Work request:
Looking at the records below, please work out how many lines contain the word "Robert" and give the number alone.

Input data:
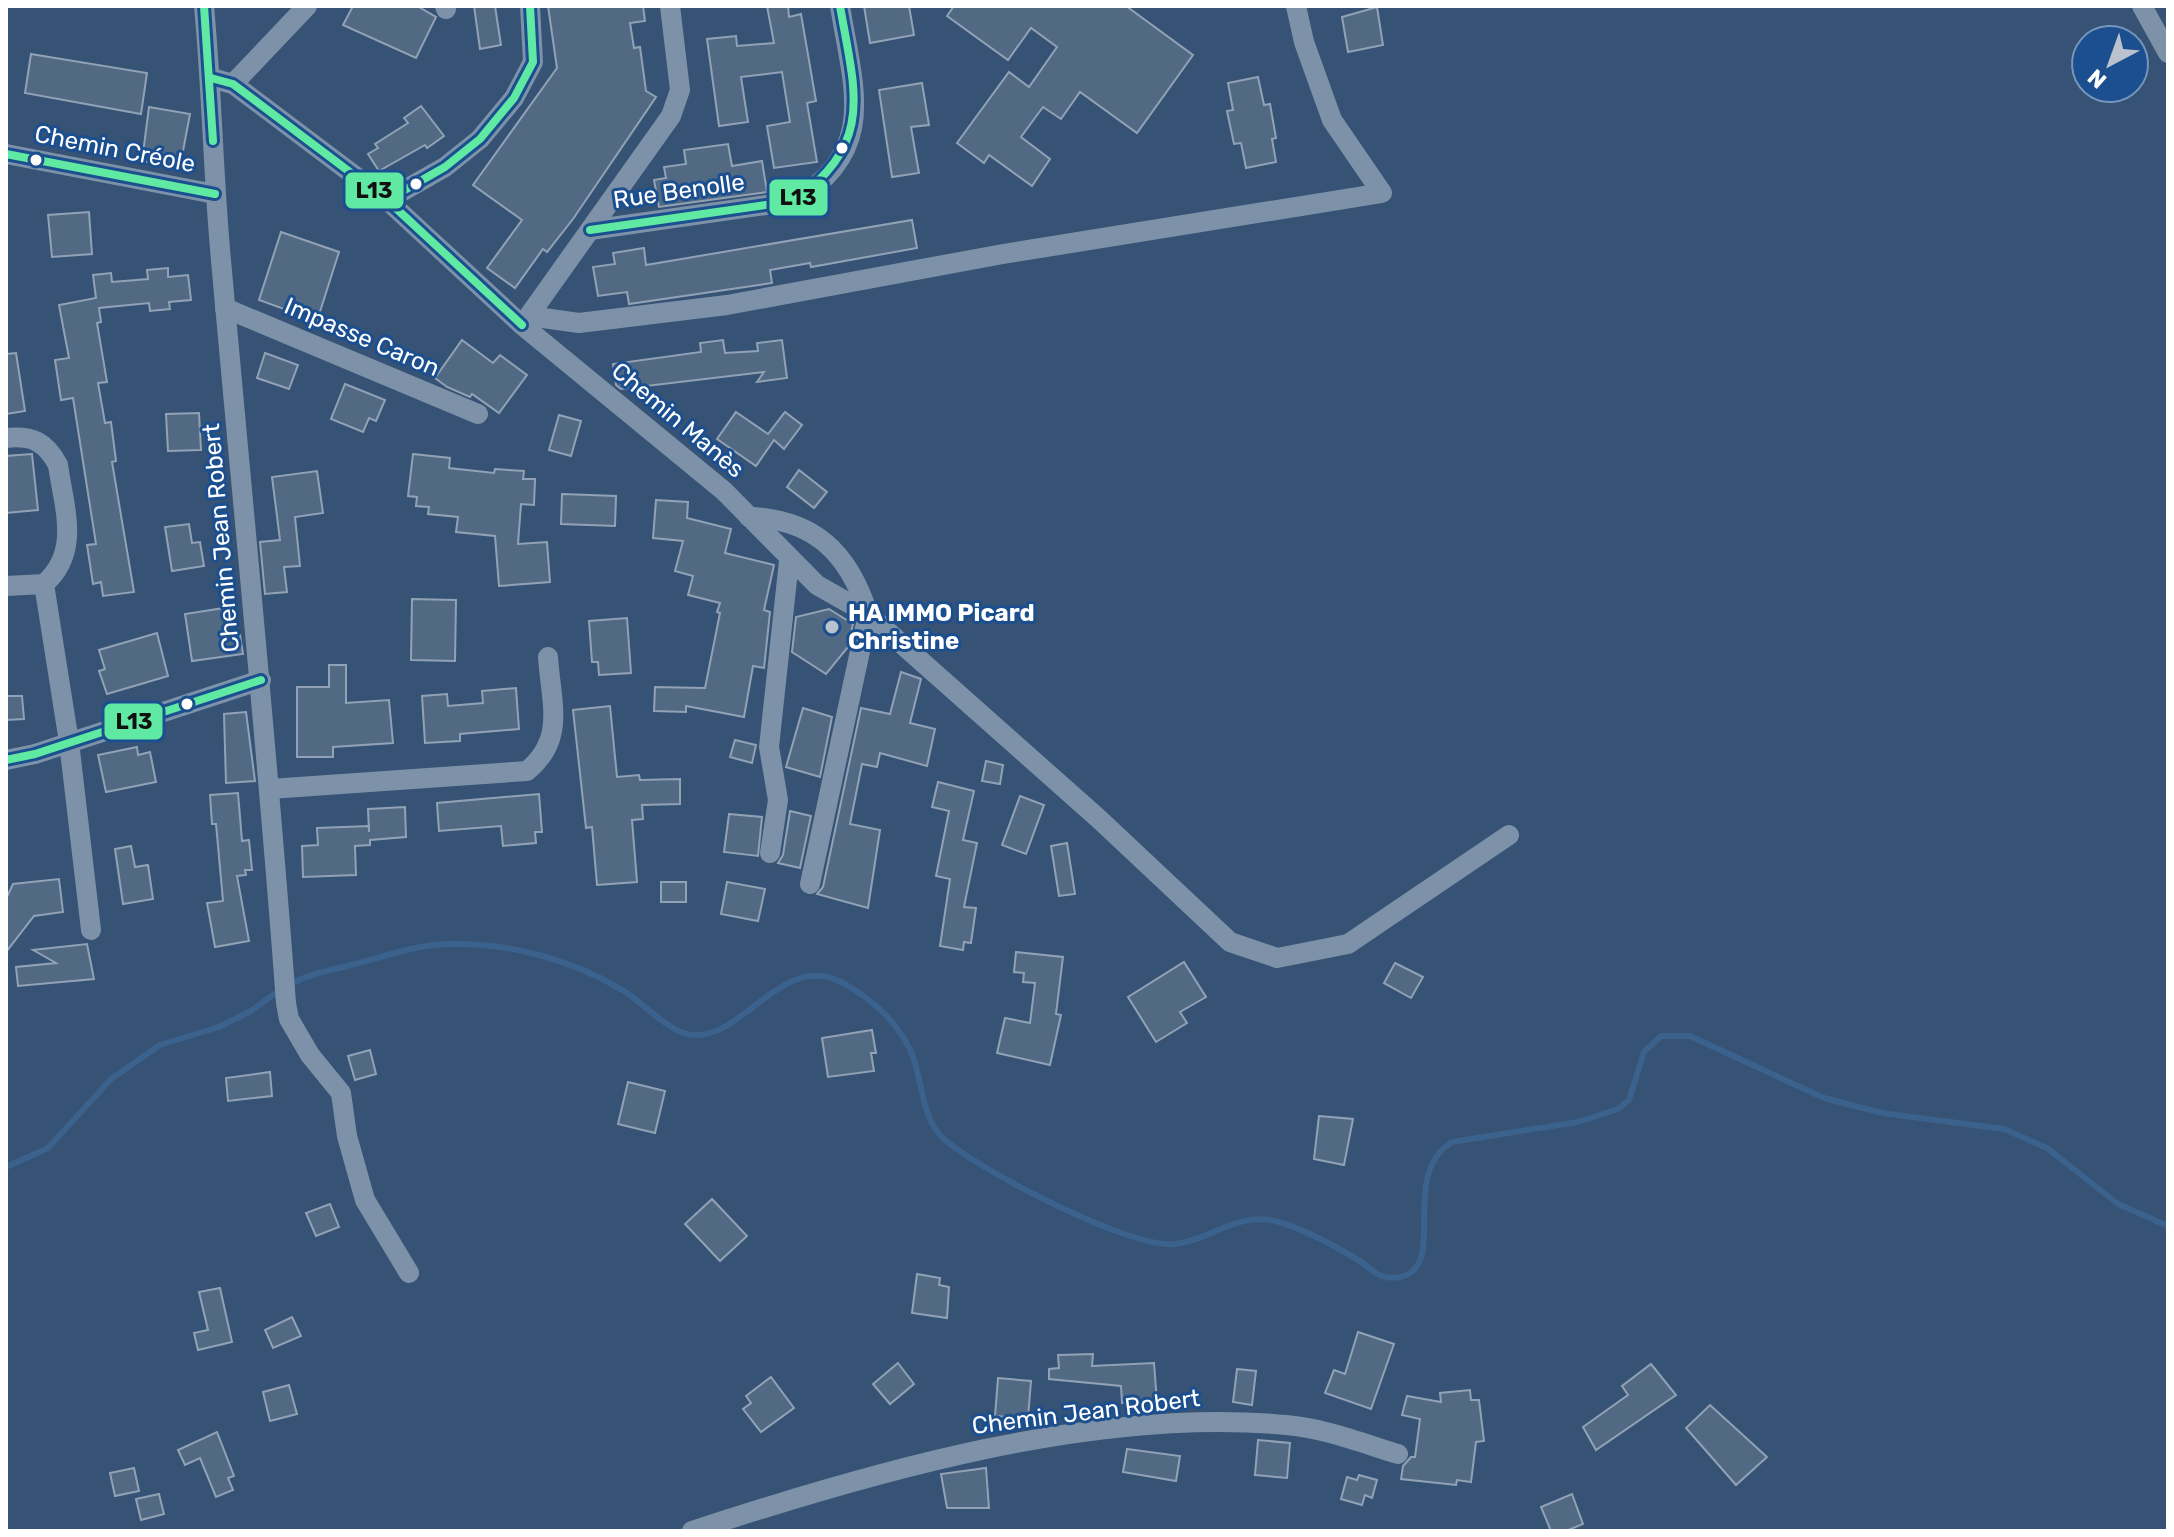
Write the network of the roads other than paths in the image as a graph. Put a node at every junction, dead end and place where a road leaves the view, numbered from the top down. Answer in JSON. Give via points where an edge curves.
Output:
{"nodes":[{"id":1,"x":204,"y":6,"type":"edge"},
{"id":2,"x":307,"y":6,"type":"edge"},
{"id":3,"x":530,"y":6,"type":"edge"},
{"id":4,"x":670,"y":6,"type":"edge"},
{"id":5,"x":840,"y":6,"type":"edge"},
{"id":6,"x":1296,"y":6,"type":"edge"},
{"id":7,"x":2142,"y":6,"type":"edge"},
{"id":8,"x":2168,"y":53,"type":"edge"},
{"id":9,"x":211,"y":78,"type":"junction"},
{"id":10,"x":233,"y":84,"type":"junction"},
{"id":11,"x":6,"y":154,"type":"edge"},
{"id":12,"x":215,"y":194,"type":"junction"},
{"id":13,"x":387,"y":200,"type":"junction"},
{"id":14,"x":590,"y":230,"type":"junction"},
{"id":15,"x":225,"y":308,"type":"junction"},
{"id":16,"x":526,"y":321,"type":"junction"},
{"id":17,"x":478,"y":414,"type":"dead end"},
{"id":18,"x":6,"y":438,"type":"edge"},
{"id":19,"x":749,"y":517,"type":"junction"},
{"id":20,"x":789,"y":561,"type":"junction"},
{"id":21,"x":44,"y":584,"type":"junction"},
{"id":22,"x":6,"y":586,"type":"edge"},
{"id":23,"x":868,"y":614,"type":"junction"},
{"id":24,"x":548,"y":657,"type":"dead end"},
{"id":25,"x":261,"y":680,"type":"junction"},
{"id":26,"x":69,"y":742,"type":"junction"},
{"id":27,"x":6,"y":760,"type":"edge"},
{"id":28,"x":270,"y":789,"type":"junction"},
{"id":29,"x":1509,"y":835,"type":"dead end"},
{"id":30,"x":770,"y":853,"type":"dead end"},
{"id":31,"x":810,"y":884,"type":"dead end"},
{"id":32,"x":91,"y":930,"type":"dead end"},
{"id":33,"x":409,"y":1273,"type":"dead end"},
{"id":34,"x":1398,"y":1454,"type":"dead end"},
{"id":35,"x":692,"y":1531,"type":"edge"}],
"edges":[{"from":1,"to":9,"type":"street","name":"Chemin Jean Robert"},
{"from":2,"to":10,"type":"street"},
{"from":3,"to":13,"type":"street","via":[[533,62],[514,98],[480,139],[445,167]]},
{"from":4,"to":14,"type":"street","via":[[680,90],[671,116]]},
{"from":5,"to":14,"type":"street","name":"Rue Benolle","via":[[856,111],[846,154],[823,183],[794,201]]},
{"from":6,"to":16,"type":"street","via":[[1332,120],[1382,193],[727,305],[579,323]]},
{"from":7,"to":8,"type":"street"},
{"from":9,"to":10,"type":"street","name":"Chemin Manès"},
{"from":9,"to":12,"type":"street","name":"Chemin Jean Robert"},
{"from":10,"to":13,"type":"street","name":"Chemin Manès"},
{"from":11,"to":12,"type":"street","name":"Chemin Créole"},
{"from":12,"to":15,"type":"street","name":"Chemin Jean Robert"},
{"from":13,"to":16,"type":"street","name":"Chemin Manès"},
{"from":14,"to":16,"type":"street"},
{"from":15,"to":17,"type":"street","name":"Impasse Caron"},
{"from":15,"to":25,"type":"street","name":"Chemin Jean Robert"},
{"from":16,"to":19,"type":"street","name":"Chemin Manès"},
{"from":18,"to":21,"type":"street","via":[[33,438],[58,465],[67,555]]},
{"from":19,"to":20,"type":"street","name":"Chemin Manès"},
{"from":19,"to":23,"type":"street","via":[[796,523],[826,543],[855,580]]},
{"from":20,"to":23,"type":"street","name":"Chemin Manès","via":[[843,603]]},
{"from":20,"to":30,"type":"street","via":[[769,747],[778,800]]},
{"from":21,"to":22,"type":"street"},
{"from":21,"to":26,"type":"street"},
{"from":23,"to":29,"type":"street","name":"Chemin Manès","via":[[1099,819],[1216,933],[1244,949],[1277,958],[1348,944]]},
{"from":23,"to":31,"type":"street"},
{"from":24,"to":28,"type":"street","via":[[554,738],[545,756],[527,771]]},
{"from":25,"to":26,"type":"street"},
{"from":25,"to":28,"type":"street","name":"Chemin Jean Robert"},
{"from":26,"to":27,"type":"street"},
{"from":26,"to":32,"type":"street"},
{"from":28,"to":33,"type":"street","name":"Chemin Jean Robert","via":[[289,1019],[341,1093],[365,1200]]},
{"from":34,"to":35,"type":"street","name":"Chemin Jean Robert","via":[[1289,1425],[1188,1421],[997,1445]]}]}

Exercise solution:
7